I wrote more about this on the FDB forums: https://forums.foundationdb.org/t/block-storage-full-fault-t...
It wouldn't get you the locking you want (multiple attempts to boot the VM end in mutual exclusion at the block storage layer), I believe, but I think that's probably better done with an etcd or something if you want that.
Another huge payoff is the new "satellite" replication mode coming (I'm told) with FDB 6.0, which will give you "the best of both worlds" of synchronous and asynchronous replication across regions. A block device will let your legacy systems usually fail over across regions automatically without losing a single write.
Async replication is also available with rbd-mirror.
Upon further reading: I didn't realize that there is a TRIM command. I search briefly and missed that. Neat.
Regarding locking, is there a distributed lock manager? What prevents two NBD clients connecting to the same volume via two different nodes?
NBD is an extremely simple protocol. Read range, write range, delete range, sync -- that's it. If you want to implement an NBD server from scratch, you can totally do so in an afternoon. I have done this and use it in production: https://github.com/sandstorm-io/blackrock/blob/master/src/bl...

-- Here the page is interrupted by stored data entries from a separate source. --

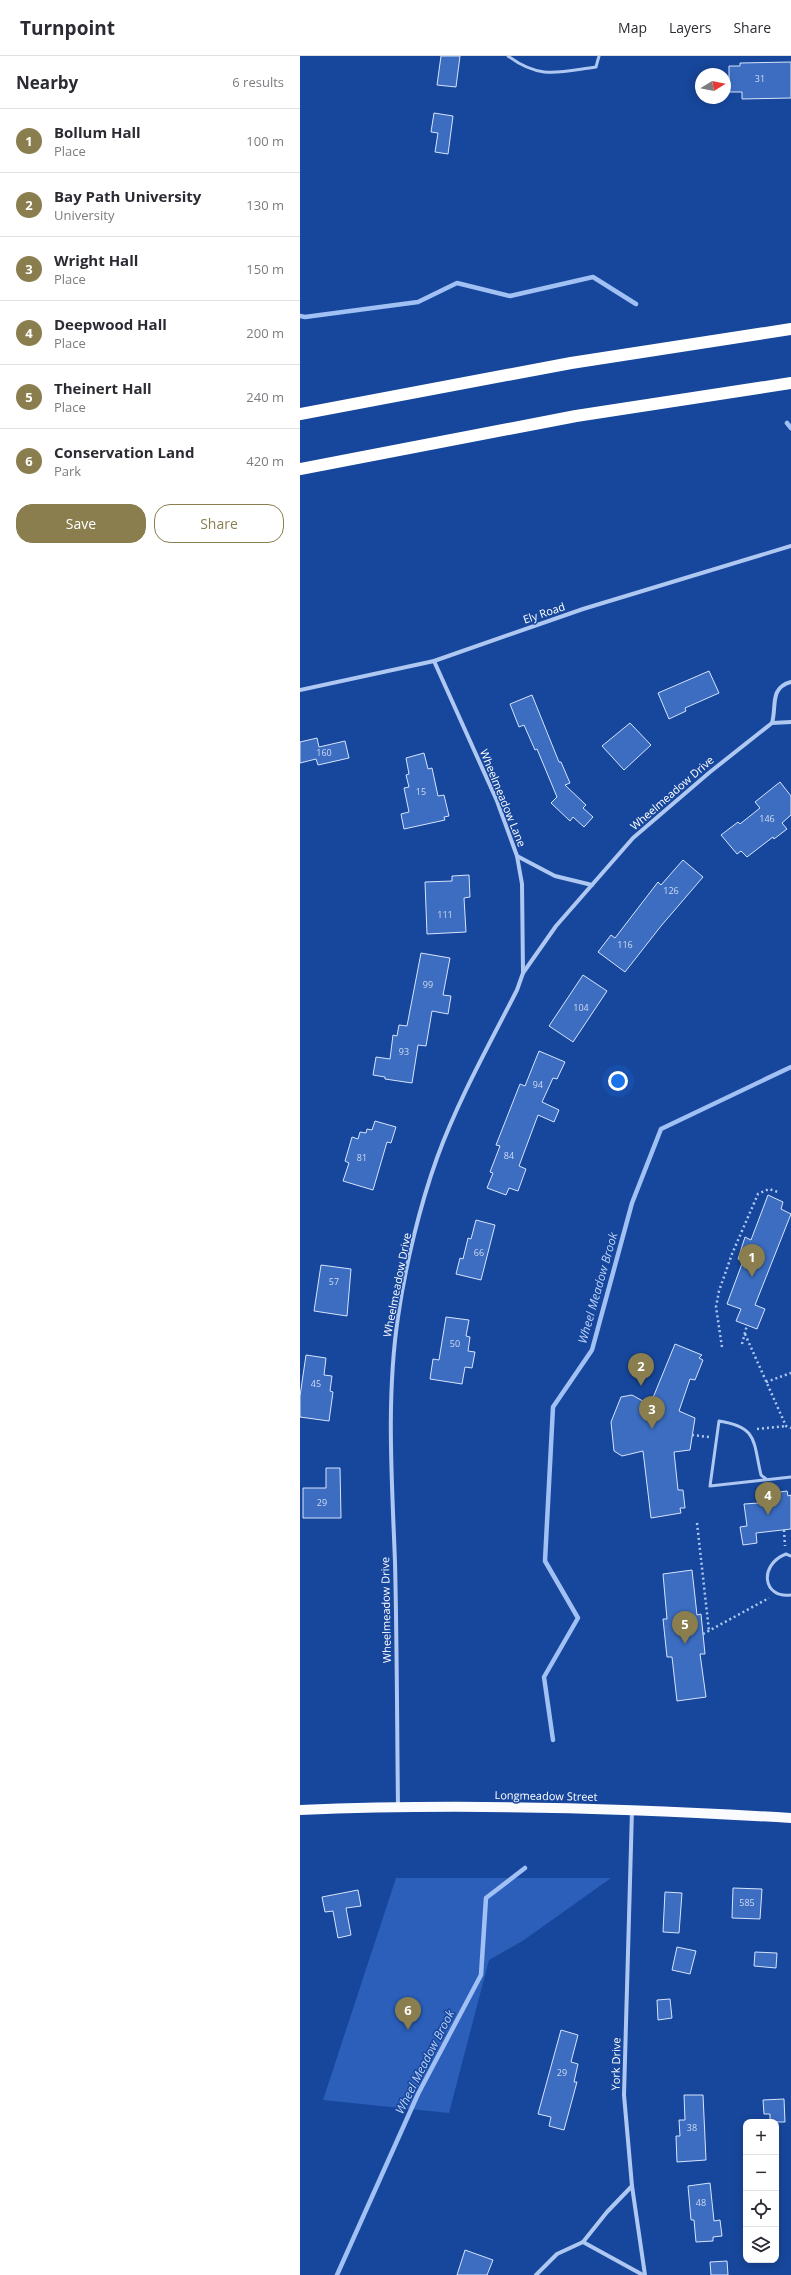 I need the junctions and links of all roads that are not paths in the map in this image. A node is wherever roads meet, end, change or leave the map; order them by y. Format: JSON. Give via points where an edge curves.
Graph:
{"nodes":[{"id":1,"x":508,"y":56,"type":"edge"},
{"id":2,"x":599,"y":56,"type":"edge"},
{"id":3,"x":791,"y":329,"type":"edge"},
{"id":4,"x":791,"y":383,"type":"edge"},
{"id":5,"x":300,"y":414,"type":"edge"},
{"id":6,"x":300,"y":468,"type":"edge"},
{"id":7,"x":791,"y":546,"type":"edge"},
{"id":8,"x":434,"y":661,"type":"junction"},
{"id":9,"x":791,"y":682,"type":"edge"},
{"id":10,"x":300,"y":690,"type":"edge"},
{"id":11,"x":791,"y":722,"type":"edge"},
{"id":12,"x":772,"y":723,"type":"junction"},
{"id":13,"x":517,"y":856,"type":"junction"},
{"id":14,"x":592,"y":885,"type":"junction"},
{"id":15,"x":523,"y":973,"type":"junction"},
{"id":16,"x":791,"y":1477,"type":"edge"},
{"id":17,"x":766,"y":1479,"type":"junction"},
{"id":18,"x":791,"y":1556,"type":"edge"},
{"id":19,"x":791,"y":1595,"type":"edge"},
{"id":20,"x":398,"y":1807,"type":"junction"},
{"id":21,"x":300,"y":1810,"type":"edge"},
{"id":22,"x":632,"y":1810,"type":"junction"},
{"id":23,"x":791,"y":1818,"type":"edge"},
{"id":24,"x":632,"y":2186,"type":"junction"},
{"id":25,"x":583,"y":2242,"type":"junction"},
{"id":26,"x":536,"y":2275,"type":"edge"},
{"id":27,"x":644,"y":2275,"type":"edge"}],
"edges":[{"from":1,"to":2,"type":"lane","via":[[522,67],[540,73],[596,67]]},
{"from":3,"to":5,"type":"highway","via":[[571,363]]},
{"from":4,"to":6,"type":"highway","via":[[576,416]]},
{"from":7,"to":8,"type":"street","name":"Ely Road","via":[[583,609]]},
{"from":8,"to":10,"type":"street","name":"Ely Road"},
{"from":8,"to":13,"type":"street","name":"Wheelmeadow Lane","via":[[496,801]]},
{"from":9,"to":12,"type":"street","via":[[782,686],[774,696]]},
{"from":11,"to":12,"type":"street"},
{"from":12,"to":14,"type":"street","name":"Wheelmeadow Drive","via":[[633,838]]},
{"from":13,"to":14,"type":"street","via":[[555,876]]},
{"from":13,"to":15,"type":"street","name":"Wheelmeadow Lane","via":[[522,884]]},
{"from":14,"to":15,"type":"street","name":"Wheelmeadow Drive","via":[[556,926]]},
{"from":15,"to":20,"type":"street","name":"Wheelmeadow Drive","via":[[517,990],[466,1089],[437,1158],[412,1247],[398,1317],[393,1366],[391,1454]]},
{"from":16,"to":17,"type":"lane"},
{"from":17,"to":17,"type":"lane","via":[[761,1475],[752,1435],[731,1423],[718,1421],[710,1486]]},
{"from":18,"to":19,"type":"lane","via":[[786,1554],[774,1561],[768,1569],[769,1584],[776,1594]]},
{"from":20,"to":21,"type":"main road","name":"Longmeadow Street"},
{"from":20,"to":22,"type":"main road","name":"Longmeadow Street"},
{"from":22,"to":23,"type":"main road","name":"Longmeadow Street"},
{"from":22,"to":24,"type":"street","name":"York Drive","via":[[624,2095]]},
{"from":24,"to":25,"type":"street"},
{"from":24,"to":27,"type":"street","name":"York Drive"},
{"from":25,"to":26,"type":"street","via":[[557,2254]]},
{"from":25,"to":27,"type":"street"}]}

iSCSI is comparatively far more complex. It's a TCP-based adaption of the SCSI protocol, which has existed for decades as a way to talk to hard drives. As I understand it, you can pass arbitrary SCSI commands over iSCSI; see: https://en.wikipedia.org/wiki/SCSI_command iSCSI is enterprise-y and has a bigger ecosystem. You can netboot a diskless machine into Windows over iSCSI (I do this: http://kentonsprojects.blogspot.com/2011/12/lan-party-house-...).
Personally I like NBD a lot better because the simplicity means you can build new, cool things with it. But there are others who would say that NBD is a toy compared to iSCSI.
I would apologise for the code, but "how small can I make this" was sort of the point...
Just because `write()` returned successfully does not mean that the data has been written to disk (whether you're using NBD or otherwise). The application needs to call `fsync()` to force writes to disk and get confirmation of success. An `fsync()` will send all pending NBD_CMD_WRITEs followed by NBD_CMD_FLUSH and will only return success when all of these have completed successfully.
Once you've got replication handled in the right place, the only thing dedicated RAID hardware is really giving you is hot-swap capability (which, yeah, you do still need).
What would work is mounting the same file system read only from multiple machines.
For a production system, you do not want an NBD device backed by Python code on the same machine. That way lies nasty memory allocation deadlocks.